◆ PROVIDED ENTRIES
*** Block opens ***
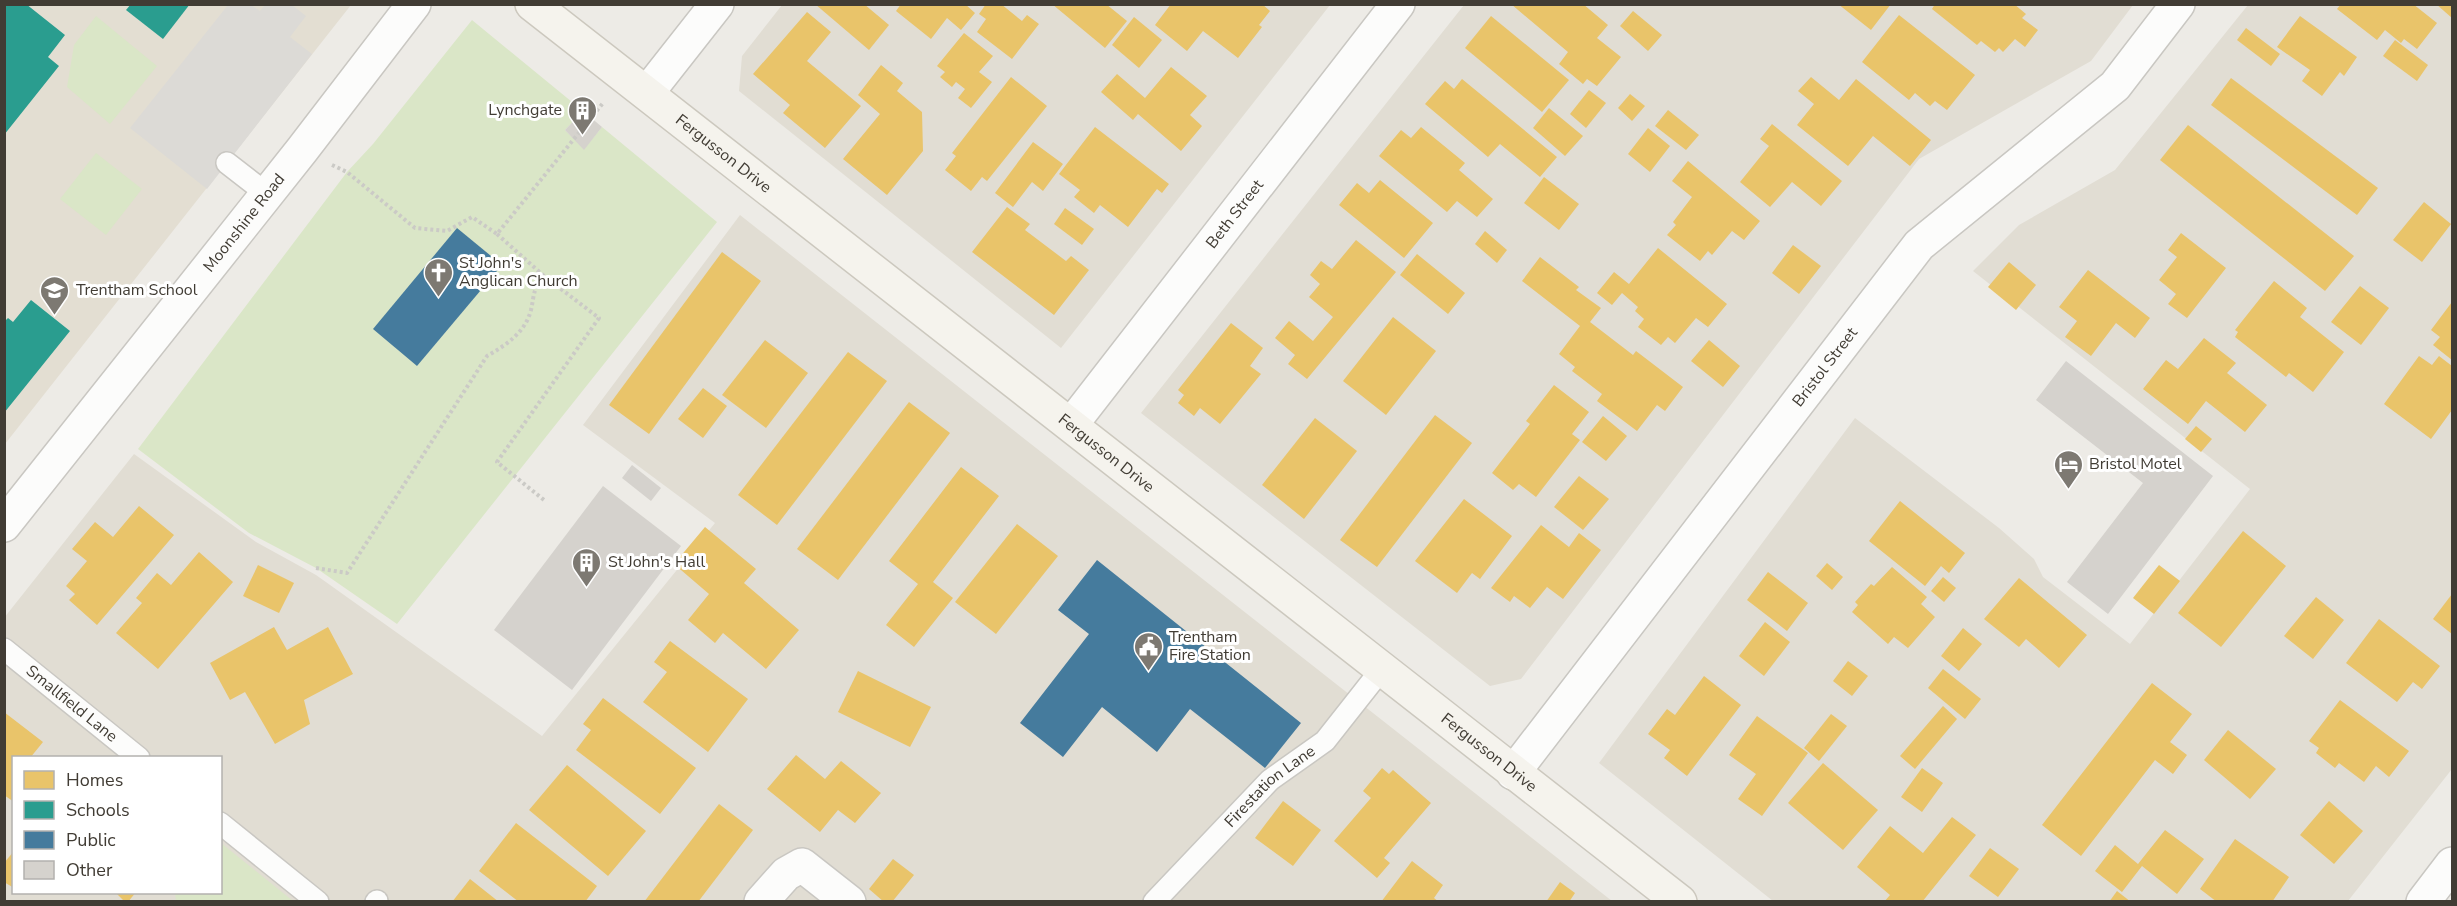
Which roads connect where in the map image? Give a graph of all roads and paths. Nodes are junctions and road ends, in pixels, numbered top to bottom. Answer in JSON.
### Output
{"nodes":[{"id":1,"x":414,"y":4,"type":"edge"},
{"id":2,"x":532,"y":4,"type":"edge"},
{"id":3,"x":717,"y":4,"type":"edge"},
{"id":4,"x":1398,"y":4,"type":"edge"},
{"id":5,"x":2178,"y":4,"type":"edge"},
{"id":6,"x":636,"y":84,"type":"junction"},
{"id":7,"x":302,"y":150,"type":"junction"},
{"id":8,"x":227,"y":163,"type":"dead end"},
{"id":9,"x":267,"y":194,"type":"junction"},
{"id":10,"x":497,"y":234,"type":"junction"},
{"id":11,"x":544,"y":276,"type":"junction"},
{"id":12,"x":1071,"y":425,"type":"junction"},
{"id":13,"x":544,"y":500,"type":"dead end"},
{"id":14,"x":4,"y":525,"type":"edge"},
{"id":15,"x":316,"y":568,"type":"dead end"},
{"id":16,"x":4,"y":649,"type":"edge"},
{"id":17,"x":1382,"y":670,"type":"junction"},
{"id":18,"x":137,"y":756,"type":"edge"},
{"id":19,"x":1513,"y":773,"type":"junction"},
{"id":20,"x":222,"y":825,"type":"edge"},
{"id":21,"x":2452,"y":864,"type":"edge"},
{"id":22,"x":1670,"y":899,"type":"edge"},
{"id":23,"x":318,"y":902,"type":"edge"},
{"id":24,"x":761,"y":902,"type":"edge"},
{"id":25,"x":849,"y":902,"type":"edge"},
{"id":26,"x":1154,"y":902,"type":"edge"},
{"id":27,"x":2423,"y":902,"type":"edge"}],
"edges":[{"from":1,"to":7,"type":"street","name":"Moonshine Road"},
{"from":2,"to":6,"type":"main road","name":"Fergusson Drive"},
{"from":3,"to":6,"type":"street"},
{"from":4,"to":12,"type":"street","name":"Beth Street"},
{"from":5,"to":19,"type":"street","name":"Bristol Street"},
{"from":6,"to":10,"type":"path"},
{"from":6,"to":12,"type":"main road","name":"Fergusson Drive"},
{"from":7,"to":9,"type":"street","name":"Moonshine Road"},
{"from":7,"to":10,"type":"path"},
{"from":8,"to":9,"type":"lane"},
{"from":9,"to":14,"type":"street","name":"Moonshine Road"},
{"from":10,"to":11,"type":"path"},
{"from":11,"to":13,"type":"path"},
{"from":11,"to":15,"type":"path"},
{"from":12,"to":17,"type":"main road","name":"Fergusson Drive"},
{"from":16,"to":18,"type":"lane","name":"Smallfield Lane"},
{"from":17,"to":19,"type":"main road","name":"Fergusson Drive"},
{"from":17,"to":26,"type":"lane","name":"Firestation Lane"},
{"from":19,"to":22,"type":"main road","name":"Fergusson Drive"},
{"from":20,"to":23,"type":"lane"},
{"from":21,"to":27,"type":"street"},
{"from":24,"to":25,"type":"street"}]}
*** Block closes ***
◆ ACTIVITY
Your answer must be the count of lines in the data that contain "name", with no added words.

◆ ANSWER SPACE
12